Folha/UOL: Há quem critique e há quem ache bom. O sr. acha bom ou ruim que acabe essa hipocrisia de não ter campanha tão antecipadamente?

José Dirceu: Acho ruim ter campanha antecipada. Mas, se a realidade nos impõe isso, nós temos que fazê-lo com menor prejuízo possível ao país porque o país tem muitos problemas para resolver. O país tem dilemas para enfrentar esses próximos anos. Alguns fáceis de resolver, como é o da estrutura.

Folha/UOL: Eu vou entrar nesse assunto, mas antes na política. Quem o sr. acha que são os candidatos que devem acabar, realmente, concorrendo no ano que vem à Presidência da República?

José Dirceu: A ex-ministra, ex-senadora Marina Silva com o partido dela, que é bem-vindo, porque eu acho que é muito importante ter um partido no Brasil com o perfil que vai ter, com o caráter que vai ter. Concordemos ou não, tenhamos discordância ou não. Eu acho que ela tem um lugar no Brasil. Faz bem para o Brasil, para a democracia, que ela ocupe esse lugar. Eu vejo com bons olhos isso. Outra questão é se eu concordo ou não. O governador Eduardo Campos eu acho que é candidato.*

Folha/UOL: É irreversível?

José Dirceu: Não. Irreversível nenhuma candidatura é. Mas eu diria que ele é candidato legítimo, com todo o direito. Aliás, o governador [Anthony] Garotinho foi candidato em 2002. Ninguém ouviu um "a" nosso tentando tirar a legitimidade dele ou impedindo ele de ser candidato em 2002. Vai ser candidato, faz parte da disputa política. É um candidato, vamos dizer assim, no nosso campo. Depende, evidentemente, das alianças que ele vai fazer, mas está no nosso campo.

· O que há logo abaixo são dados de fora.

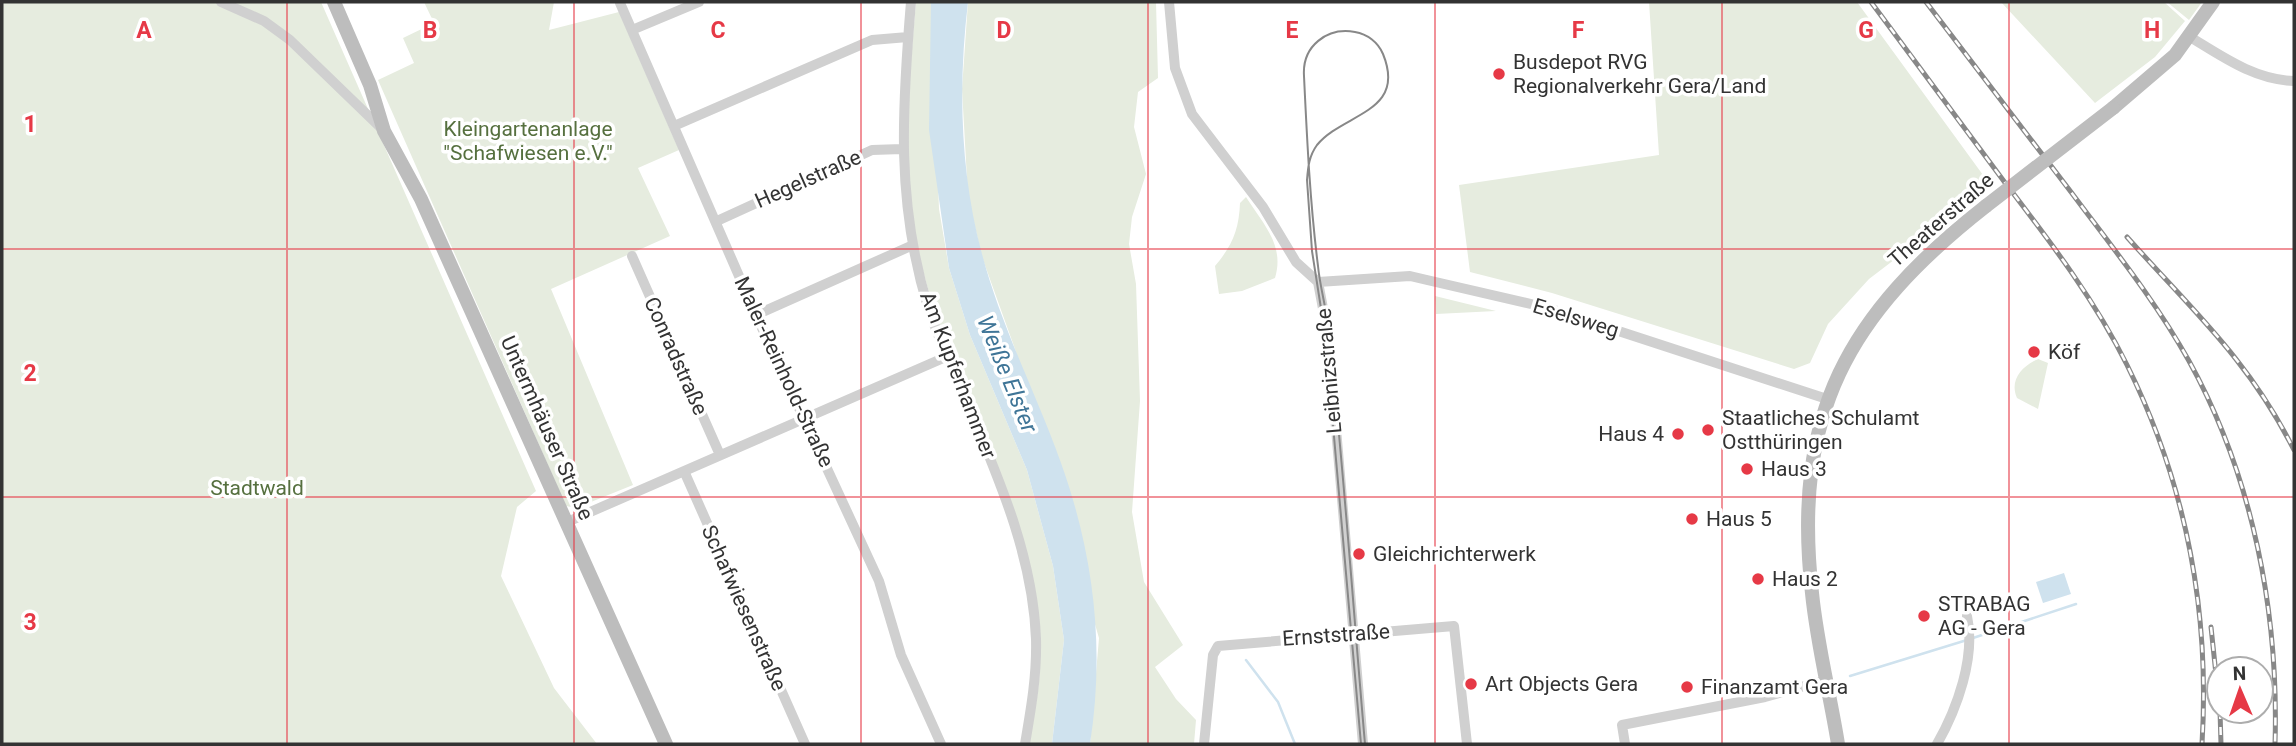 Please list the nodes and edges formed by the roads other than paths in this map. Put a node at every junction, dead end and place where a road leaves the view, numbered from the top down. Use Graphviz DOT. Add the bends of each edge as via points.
graph roads {
  1 [pos="221,2"];
  2 [pos="334,2"];
  3 [pos="699,2"];
  4 [pos="911,2"];
  5 [pos="1169,2"];
  6 [pos="2213,2"];
  7 [pos="620,3"];
  8 [pos="632,30"];
  9 [pos="908,37"];
  10 [pos="2190,37"];
  11 [pos="2294,81"];
  12 [pos="674,125"];
  13 [pos="384,131"];
  14 [pos="902,149"];
  15 [pos="717,221"];
  16 [pos="913,246"];
  17 [pos="632,256"];
  18 [pos="1318,282"];
  19 [pos="756,315"];
  20 [pos="948,356"];
  21 [pos="1827,399"];
  22 [pos="805,418"];
  23 [pos="720,455"];
  24 [pos="684,471"];
  25 [pos="565,523"];
  26 [pos="1967,616"];
  27 [pos="1353,634"];
  28 [pos="1826,680"];
  29 [pos="666,744"];
  30 [pos="805,744"];
  31 [pos="941,744"];
  32 [pos="1025,744"];
  33 [pos="1204,744"];
  34 [pos="1363,744"];
  35 [pos="1467,744"];
  36 [pos="1625,744"];
  37 [pos="1838,744"];
  38 [pos="1937,744"];
  1 -- 13 [label="street, Untermhäuser Straße" via="264,21 290,40"];
  2 -- 13 [label="main road, Untermhäuser Straße" via="370,85"];
  3 -- 8 [label="street"];
  4 -- 9 [label="street, Am Kupferhammer"];
  5 -- 18 [label="street, Leibnizstraße" via="1175,68 1192,114 1263,207 1296,262"];
  6 -- 10 [label="main road, Theaterstraße"];
  7 -- 8 [label="street, Maler-Reinhold-Straße"];
  8 -- 12 [label="street, Maler-Reinhold-Straße"];
  9 -- 12 [label="street" via="872,40"];
  9 -- 14 [label="street, Am Kupferhammer"];
  10 -- 11 [label="street" via="2256,74"];
  10 -- 21 [label="main road, Theaterstraße, bridge" via="2154,75 1947,236 1883,302 1851,349"];
  12 -- 15 [label="street, Maler-Reinhold-Straße"];
  13 -- 25 [label="main road, Untermhäuser Straße" via="421,199"];
  14 -- 15 [label="street, Hegelstraße" via="872,150"];
  14 -- 16 [label="street, Am Kupferhammer"];
  15 -- 19 [label="street, Maler-Reinhold-Straße"];
  16 -- 19 [label="street"];
  16 -- 20 [label="street, Am Kupferhammer" via="929,309"];
  17 -- 23 [label="street, Conradstraße"];
  18 -- 21 [label="street, Eselsweg" via="1410,276 1548,308"];
  18 -- 27 [label="street, Leibnizstraße" via="1328,335"];
  19 -- 22 [label="street, Maler-Reinhold-Straße"];
  20 -- 22 [label="street"];
  20 -- 32 [label="street, Am Kupferhammer" via="1016,526 1028,579 1036,638 1035,686"];
  21 -- 28 [label="main road, Theaterstraße" via="1816,435 1807,498 1812,594"];
  22 -- 23 [label="street"];
  22 -- 31 [label="street, Maler-Reinhold-Straße" via="880,582 901,655"];
  23 -- 24 [label="street"];
  24 -- 25 [label="street"];
  24 -- 30 [label="street, Schafwiesenstraße"];
  25 -- 29 [label="main road, Untermhäuser Straße"];
  26 -- 38 [label="street" via="1970,646 1952,713"];
  27 -- 33 [label="street, Ernststraße" via="1218,646 1213,655"];
  27 -- 34 [label="street, Leibnizstraße"];
  27 -- 35 [label="street, Ernststraße" via="1454,626"];
  28 -- 36 [label="street" via="1622,725"];
  28 -- 37 [label="main road, Theaterstraße"];
}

E o senador Aécio Neves, pelo PSDB, acho que está consolidado. Há que ver o que fará o nosso José Serra, que já foi candidato duas vezes, que foi senador, prefeito, governador de São Paulo, deputado federal, secretário, tem todos os méritos e condições de ser candidato a presidente da República. Se ele fará um novo partido com o PPS e o PMN... Se vai tentar compor com o Eduardo Campos ou não, se vai apoiar o Aécio ou não e se será candidato. Porque também essa hipótese eu acho que não deve ser afastada. Eu acho que ele sempre, legitimamente, quis ser presidente [da República]. Aliás, ele se preparou e sonhou a vida toda, legitimamente, em ser presidente da República. Se tem um homem no Brasil que lutou por isso, foi o Serra.

Folha/UOL: O sr. está dizendo, então, que a presidente Dilma [será candidata] à reeleição. Aécio Neves, Eduardo Campos, Marina Silva... José Serra, uma incógnita. E Joaquim Barbosa?

José Dirceu: É muito difícil prever isso. Porque está na Presidência do Supremo. O mandato dele termina em novembro de 2014, se eu não me engano. É novembro de 2014. Eu acho que é muito difícil. Nas pesquisas ele já aparece, nas pesquisas estimuladas com uma votação que ele pode [alcançar]. Se ele quiser, ele pode se filiar. A legislação até beneficia quem é magistrado, não é? E pode se filiar a um partido e ser candidato. Mas eu não vejo, hoje, pelo menos, ele nunca deu nenhum sinal que queira ser candidato da República.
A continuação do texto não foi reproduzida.